### Supplied entries
##############################
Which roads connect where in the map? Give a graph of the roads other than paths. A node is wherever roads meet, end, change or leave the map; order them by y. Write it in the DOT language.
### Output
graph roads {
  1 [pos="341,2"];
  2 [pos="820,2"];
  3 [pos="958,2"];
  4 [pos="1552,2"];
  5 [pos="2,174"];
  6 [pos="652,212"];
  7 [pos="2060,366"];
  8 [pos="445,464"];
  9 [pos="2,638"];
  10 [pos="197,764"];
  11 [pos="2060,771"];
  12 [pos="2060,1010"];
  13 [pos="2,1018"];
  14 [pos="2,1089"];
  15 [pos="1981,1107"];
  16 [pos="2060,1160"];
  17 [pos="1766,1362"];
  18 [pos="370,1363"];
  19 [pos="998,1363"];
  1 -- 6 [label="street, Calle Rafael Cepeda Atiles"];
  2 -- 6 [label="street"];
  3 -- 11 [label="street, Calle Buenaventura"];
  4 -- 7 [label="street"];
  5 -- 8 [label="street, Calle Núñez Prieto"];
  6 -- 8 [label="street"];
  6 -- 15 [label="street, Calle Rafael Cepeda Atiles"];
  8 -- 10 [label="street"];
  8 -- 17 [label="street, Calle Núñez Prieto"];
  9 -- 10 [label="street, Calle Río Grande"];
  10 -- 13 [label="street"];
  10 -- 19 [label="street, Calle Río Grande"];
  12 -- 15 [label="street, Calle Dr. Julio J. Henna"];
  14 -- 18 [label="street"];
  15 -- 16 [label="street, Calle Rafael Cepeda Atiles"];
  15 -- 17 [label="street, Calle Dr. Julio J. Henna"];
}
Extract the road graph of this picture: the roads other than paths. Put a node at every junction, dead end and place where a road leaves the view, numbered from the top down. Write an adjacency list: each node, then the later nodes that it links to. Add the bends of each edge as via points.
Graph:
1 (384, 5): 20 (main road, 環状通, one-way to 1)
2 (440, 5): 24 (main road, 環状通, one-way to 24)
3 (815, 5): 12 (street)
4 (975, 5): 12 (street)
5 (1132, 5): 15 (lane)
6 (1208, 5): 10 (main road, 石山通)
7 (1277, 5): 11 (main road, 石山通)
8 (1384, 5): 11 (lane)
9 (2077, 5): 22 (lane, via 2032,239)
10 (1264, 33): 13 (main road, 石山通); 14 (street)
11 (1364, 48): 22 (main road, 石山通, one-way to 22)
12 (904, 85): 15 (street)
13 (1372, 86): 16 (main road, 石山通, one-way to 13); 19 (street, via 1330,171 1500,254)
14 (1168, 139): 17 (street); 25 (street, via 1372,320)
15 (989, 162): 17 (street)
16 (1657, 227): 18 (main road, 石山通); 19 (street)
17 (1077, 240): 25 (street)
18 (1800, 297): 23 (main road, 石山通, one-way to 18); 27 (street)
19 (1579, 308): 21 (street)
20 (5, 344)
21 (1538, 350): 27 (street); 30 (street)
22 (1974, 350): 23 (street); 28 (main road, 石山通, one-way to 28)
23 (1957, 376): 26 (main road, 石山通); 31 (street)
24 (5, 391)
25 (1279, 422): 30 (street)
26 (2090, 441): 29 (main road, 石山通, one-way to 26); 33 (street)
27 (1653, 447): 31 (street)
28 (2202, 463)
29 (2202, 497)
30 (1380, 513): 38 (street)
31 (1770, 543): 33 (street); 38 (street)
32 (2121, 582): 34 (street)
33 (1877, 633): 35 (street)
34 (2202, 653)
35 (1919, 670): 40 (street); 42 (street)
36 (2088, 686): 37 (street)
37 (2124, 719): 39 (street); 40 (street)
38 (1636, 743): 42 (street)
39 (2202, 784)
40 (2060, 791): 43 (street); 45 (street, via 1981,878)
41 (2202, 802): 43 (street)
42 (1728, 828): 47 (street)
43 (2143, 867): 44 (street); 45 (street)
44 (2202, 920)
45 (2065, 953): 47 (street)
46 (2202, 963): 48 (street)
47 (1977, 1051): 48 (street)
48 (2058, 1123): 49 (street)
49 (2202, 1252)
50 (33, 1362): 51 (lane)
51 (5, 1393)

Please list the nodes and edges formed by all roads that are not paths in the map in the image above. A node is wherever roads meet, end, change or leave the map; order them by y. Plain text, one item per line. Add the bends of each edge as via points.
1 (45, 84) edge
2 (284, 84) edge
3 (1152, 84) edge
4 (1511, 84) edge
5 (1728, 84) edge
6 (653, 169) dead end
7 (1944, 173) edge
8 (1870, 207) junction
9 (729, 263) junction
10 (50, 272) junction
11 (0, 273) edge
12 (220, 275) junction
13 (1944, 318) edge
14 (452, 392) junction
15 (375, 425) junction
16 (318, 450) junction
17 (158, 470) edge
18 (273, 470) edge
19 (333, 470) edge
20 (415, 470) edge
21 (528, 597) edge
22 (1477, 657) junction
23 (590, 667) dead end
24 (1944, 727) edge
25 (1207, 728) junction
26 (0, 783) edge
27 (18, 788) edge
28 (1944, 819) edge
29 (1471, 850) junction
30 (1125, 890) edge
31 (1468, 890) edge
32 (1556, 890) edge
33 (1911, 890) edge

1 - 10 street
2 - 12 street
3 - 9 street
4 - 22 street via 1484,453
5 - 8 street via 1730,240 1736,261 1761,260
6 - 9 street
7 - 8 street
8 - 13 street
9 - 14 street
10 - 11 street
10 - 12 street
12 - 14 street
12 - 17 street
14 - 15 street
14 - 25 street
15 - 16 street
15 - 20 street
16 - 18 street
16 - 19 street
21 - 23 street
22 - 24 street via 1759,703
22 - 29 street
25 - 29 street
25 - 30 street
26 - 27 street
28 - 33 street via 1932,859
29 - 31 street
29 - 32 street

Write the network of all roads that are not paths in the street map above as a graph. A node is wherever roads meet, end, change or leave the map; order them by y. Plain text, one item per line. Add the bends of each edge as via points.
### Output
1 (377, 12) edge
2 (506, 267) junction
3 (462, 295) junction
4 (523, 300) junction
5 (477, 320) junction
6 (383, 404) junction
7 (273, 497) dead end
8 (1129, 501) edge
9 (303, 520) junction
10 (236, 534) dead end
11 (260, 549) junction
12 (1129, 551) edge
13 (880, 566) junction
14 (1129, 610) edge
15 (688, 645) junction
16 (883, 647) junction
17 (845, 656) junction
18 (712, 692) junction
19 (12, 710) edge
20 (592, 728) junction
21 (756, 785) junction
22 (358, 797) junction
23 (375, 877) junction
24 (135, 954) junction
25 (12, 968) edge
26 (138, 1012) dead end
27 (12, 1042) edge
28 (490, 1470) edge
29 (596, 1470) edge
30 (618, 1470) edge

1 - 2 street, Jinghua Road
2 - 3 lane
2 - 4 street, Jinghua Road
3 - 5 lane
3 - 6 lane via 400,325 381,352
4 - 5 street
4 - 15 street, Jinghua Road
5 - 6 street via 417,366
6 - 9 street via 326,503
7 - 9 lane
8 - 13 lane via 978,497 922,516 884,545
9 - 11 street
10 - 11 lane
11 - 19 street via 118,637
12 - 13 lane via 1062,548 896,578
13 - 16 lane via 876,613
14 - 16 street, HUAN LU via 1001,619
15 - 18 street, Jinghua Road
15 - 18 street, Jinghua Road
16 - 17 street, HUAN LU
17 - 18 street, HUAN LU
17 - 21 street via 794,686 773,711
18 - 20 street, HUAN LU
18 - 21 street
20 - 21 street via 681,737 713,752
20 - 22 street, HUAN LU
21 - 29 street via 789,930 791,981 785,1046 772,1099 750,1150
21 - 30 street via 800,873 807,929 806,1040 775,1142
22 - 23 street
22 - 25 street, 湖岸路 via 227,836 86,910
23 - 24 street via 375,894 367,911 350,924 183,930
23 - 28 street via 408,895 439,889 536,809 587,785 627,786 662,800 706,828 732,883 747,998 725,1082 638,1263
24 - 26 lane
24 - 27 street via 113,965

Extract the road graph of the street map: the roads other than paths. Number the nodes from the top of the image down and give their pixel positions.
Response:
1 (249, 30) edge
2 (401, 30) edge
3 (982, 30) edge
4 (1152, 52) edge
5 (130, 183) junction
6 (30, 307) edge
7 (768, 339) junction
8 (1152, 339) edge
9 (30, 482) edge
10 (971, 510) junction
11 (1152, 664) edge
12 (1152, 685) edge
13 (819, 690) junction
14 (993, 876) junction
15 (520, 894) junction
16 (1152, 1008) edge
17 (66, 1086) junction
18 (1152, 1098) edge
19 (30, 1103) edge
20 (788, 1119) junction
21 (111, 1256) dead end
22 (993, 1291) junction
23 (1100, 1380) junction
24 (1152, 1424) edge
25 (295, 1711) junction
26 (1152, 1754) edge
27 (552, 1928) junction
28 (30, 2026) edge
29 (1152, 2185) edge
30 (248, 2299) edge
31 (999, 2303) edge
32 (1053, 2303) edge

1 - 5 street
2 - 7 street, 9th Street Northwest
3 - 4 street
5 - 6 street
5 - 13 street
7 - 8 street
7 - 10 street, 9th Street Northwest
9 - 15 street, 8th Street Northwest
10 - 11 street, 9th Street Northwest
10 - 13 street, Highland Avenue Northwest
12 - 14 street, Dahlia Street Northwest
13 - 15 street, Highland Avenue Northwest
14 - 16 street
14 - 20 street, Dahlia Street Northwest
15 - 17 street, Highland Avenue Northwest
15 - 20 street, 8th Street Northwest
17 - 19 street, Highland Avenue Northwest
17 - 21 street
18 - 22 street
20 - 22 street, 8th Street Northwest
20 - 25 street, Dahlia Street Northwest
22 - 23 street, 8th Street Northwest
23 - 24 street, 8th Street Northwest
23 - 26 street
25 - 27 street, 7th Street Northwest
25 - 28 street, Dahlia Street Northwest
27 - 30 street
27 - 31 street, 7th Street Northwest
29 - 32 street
##############################
### Your goal
Filter the listing above, keeping only the lines with "other".

### Response to this task
Which roads connect where in the map? Give a graph of the roads other than paths. A node is wherever roads meet, end, change or leave the map; order them by y. Write it in the DOT language.
Extract the road graph of this picture: the roads other than paths. Put a node at every junction, dead end and place where a road leaves the view, numbered from the top down. Write an adjacency list: each node, then the later nodes that it links to. Add the bends of each edge as via points.
Extract the road graph of the street map: the roads other than paths. Number the nodes from the top of the image down and give their pixel positions.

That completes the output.